▸ **Task brief**
Scan the records for lines with the string "улица". Say how many there are, and add nothing.

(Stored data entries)
......
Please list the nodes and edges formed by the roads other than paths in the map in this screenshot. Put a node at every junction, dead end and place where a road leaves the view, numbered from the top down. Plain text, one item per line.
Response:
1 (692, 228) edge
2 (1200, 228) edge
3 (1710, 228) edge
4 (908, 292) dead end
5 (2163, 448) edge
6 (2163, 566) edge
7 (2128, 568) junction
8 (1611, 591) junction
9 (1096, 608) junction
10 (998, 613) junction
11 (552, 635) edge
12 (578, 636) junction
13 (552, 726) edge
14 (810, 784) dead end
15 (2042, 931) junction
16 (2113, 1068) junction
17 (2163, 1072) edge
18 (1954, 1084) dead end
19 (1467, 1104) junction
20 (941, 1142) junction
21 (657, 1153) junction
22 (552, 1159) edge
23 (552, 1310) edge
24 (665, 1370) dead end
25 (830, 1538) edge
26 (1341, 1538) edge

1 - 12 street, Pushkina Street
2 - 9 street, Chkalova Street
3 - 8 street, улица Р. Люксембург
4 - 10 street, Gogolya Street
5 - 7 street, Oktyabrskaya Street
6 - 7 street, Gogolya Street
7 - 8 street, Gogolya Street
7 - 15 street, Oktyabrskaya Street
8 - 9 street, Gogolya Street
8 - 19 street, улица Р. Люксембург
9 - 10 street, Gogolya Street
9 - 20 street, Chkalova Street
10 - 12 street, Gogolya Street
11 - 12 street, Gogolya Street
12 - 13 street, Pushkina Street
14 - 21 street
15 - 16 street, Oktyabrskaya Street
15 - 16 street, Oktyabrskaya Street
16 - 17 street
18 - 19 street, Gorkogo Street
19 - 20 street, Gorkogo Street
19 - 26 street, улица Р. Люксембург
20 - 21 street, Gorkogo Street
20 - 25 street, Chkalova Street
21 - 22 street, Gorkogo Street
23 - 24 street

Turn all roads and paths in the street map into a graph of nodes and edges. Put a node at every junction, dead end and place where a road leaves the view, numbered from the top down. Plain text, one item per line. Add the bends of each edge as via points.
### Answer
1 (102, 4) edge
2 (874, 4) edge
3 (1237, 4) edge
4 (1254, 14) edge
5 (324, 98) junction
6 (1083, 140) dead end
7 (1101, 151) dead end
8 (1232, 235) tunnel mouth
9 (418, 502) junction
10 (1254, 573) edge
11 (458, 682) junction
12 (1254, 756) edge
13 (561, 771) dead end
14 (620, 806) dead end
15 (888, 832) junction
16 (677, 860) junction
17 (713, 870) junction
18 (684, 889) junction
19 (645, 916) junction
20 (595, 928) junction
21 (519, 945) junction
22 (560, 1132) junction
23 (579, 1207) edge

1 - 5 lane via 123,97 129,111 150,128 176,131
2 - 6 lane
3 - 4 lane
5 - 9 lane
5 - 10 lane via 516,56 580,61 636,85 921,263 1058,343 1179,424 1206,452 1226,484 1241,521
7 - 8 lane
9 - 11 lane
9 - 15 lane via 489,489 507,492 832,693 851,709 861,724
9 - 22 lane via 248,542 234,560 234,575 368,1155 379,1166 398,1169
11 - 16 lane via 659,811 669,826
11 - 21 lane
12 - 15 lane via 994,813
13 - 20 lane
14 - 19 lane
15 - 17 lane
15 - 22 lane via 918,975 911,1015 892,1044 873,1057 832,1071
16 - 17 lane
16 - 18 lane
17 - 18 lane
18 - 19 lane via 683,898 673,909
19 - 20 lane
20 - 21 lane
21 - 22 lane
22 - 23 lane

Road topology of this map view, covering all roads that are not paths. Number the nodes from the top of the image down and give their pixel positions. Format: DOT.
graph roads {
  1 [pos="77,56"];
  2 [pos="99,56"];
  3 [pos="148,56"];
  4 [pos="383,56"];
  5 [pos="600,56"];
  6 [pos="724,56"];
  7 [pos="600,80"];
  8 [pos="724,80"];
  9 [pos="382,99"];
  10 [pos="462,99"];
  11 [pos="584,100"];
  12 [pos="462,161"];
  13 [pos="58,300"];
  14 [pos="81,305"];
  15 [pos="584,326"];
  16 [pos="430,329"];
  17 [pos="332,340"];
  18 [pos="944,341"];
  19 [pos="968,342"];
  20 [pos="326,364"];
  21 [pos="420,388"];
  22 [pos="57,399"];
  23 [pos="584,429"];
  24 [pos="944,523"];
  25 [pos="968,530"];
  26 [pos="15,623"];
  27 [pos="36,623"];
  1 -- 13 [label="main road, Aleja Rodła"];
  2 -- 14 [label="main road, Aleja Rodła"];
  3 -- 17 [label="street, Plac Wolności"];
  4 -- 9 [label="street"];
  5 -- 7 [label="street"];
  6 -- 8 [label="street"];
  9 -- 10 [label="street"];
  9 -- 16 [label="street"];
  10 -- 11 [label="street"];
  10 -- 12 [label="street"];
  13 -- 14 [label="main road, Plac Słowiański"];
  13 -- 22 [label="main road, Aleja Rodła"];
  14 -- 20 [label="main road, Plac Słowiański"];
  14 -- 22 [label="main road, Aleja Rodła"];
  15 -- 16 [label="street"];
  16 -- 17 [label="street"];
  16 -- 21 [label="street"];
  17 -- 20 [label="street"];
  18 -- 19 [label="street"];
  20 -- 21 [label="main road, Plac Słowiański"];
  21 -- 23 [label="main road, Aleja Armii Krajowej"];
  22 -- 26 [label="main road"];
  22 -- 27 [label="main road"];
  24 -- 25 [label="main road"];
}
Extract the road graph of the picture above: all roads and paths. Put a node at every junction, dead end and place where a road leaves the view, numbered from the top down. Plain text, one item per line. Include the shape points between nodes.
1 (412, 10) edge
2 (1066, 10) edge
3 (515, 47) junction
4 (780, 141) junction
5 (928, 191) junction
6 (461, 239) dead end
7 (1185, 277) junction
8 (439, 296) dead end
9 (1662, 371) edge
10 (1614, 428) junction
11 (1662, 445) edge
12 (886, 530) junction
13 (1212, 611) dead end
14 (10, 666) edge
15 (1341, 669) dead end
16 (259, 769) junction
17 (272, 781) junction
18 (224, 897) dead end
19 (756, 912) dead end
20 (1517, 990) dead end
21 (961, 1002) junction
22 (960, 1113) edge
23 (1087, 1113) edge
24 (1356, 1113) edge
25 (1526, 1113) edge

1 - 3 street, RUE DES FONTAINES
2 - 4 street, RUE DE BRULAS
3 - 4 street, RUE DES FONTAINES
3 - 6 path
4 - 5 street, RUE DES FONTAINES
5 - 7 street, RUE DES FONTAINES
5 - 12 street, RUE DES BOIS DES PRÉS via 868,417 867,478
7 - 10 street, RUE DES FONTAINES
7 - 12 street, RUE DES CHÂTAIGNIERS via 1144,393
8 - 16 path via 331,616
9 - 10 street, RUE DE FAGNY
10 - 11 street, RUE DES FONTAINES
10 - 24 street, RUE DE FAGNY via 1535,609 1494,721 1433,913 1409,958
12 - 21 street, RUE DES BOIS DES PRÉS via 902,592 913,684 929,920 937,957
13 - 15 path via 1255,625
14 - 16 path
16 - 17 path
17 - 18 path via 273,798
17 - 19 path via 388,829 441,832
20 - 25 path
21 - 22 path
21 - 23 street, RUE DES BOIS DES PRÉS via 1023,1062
......
▸ **Reply to the task**
3